Le dispositif genevois de subvention des transports publics, entré en vigueur le 1er janvier 2025, produit des effets tangibles sur la mobilité urbaine et le portefeuille des administrés. Selon un rapport du Département de la santé et des mobilités (DSM), la prise en charge partielle ou totale des abonnements Unireso par l’État a entraîné une mutation significative des habitudes de déplacement.

Une hausse massive de l’usage quotidien

L’étude d’impact, réalisée par un collectif associant le Laboratoire de sociologie urbaine de l’EPFL ainsi que les Transports publics genevois et le bureau Mobil’homme (TPG) et le bureau Mobil’homme, révèle une progression notable de la fréquence des trajets.
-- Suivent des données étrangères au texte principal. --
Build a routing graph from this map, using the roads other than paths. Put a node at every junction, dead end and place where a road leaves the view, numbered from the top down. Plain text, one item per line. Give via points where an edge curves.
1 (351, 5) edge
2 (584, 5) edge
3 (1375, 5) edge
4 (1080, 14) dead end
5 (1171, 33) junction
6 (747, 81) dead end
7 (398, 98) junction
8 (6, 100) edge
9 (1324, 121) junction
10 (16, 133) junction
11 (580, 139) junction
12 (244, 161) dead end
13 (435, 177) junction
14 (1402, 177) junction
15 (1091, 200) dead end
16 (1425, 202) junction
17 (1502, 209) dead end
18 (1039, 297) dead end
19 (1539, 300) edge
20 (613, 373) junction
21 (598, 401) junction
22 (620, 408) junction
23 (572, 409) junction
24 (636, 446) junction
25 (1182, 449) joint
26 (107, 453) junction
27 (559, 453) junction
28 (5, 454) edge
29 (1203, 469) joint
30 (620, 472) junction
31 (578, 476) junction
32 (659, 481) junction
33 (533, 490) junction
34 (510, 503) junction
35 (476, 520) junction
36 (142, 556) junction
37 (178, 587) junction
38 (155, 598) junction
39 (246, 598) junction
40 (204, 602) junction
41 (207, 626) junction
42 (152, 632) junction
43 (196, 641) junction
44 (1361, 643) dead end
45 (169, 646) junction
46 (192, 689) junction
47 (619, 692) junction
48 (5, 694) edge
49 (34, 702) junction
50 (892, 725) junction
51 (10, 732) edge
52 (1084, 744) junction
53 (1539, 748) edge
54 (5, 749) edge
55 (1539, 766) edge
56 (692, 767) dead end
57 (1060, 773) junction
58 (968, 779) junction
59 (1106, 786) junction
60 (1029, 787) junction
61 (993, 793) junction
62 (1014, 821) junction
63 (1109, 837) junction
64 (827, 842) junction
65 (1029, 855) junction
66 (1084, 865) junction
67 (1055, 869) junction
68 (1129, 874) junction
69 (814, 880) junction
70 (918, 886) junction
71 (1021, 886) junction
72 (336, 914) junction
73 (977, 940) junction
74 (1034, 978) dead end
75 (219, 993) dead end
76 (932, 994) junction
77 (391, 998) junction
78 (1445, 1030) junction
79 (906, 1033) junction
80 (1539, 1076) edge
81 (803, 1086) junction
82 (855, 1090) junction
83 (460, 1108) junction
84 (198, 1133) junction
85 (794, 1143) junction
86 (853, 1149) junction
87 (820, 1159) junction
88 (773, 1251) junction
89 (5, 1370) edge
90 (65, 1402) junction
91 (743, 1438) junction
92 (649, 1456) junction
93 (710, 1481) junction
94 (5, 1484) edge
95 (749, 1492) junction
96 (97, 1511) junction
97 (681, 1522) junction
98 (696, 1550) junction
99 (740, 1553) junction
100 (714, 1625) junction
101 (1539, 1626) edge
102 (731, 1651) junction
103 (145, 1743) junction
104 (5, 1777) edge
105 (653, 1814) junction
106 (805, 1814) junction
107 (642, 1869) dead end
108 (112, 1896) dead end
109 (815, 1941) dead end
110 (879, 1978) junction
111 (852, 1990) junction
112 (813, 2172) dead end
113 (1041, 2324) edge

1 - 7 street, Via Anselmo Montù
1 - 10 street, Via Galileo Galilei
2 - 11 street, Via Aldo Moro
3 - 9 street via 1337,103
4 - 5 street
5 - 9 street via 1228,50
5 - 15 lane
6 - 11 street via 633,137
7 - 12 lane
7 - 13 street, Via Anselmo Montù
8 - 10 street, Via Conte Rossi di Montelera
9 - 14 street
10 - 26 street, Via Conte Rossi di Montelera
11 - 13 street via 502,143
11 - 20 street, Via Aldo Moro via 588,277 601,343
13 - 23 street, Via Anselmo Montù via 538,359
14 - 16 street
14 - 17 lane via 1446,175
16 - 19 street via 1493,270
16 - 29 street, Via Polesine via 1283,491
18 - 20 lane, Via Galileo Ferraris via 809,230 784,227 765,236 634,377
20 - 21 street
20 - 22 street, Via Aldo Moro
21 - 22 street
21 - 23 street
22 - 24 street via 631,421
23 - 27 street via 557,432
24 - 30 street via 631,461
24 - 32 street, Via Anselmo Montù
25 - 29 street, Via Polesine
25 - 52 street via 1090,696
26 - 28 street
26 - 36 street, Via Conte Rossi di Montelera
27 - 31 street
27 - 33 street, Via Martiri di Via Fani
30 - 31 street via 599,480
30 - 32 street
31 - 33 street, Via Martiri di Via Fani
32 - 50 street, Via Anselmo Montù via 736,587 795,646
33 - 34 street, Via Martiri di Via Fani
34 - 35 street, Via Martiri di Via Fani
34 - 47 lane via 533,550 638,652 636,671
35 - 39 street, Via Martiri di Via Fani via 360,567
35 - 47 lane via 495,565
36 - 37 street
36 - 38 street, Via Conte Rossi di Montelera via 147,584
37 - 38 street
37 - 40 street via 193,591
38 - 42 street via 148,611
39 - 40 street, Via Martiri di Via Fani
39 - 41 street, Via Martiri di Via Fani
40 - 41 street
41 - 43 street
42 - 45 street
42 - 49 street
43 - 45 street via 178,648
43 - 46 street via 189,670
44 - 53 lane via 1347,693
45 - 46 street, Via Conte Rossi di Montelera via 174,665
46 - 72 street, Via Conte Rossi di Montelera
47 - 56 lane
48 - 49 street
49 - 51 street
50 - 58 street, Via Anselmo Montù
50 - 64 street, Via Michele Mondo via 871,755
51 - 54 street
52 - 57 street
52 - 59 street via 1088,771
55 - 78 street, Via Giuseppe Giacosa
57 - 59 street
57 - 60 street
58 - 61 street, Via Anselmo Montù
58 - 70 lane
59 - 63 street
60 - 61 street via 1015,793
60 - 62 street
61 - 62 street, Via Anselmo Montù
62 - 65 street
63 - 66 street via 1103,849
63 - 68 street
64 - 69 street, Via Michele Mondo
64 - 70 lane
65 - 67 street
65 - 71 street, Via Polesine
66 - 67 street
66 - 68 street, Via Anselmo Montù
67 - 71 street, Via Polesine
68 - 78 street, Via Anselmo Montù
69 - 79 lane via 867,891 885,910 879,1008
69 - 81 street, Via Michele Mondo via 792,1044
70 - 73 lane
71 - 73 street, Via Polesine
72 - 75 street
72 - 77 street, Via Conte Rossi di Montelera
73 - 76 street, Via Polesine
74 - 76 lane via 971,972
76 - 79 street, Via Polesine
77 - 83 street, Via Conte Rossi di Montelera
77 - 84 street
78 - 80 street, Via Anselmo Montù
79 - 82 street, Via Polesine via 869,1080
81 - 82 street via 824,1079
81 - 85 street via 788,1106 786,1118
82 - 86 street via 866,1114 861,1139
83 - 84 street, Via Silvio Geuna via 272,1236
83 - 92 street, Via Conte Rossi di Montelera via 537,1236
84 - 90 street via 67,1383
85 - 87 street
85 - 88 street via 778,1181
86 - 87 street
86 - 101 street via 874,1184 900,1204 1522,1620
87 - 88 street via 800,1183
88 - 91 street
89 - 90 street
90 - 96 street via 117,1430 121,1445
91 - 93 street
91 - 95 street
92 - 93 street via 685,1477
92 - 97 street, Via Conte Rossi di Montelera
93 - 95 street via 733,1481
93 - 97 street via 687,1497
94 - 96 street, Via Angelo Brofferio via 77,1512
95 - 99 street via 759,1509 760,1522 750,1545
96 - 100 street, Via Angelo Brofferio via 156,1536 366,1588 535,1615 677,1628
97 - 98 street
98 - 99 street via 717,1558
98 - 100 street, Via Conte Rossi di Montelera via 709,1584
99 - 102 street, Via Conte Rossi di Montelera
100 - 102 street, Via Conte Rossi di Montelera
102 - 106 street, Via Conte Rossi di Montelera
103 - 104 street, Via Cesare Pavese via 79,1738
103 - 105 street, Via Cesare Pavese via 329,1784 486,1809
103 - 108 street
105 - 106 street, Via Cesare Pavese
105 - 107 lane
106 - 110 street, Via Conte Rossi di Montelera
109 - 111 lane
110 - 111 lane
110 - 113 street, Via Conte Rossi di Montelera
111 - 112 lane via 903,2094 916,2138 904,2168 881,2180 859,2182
La part des bénéficiaires utilisant les transports publics chaque jour a bondi de 19 % à 37 % en seulement un an, ce qui représente une augmentation relative d’environ 95 %.

Cette dynamique est particulièrement marquée pour les déplacements liés aux obligations professionnelles ou académiques. Pour ces catégories spécifiques, le recours aux transports collectifs a doublé, passant de 23 % à 46 %, selon les données recueillies par la coalition citée.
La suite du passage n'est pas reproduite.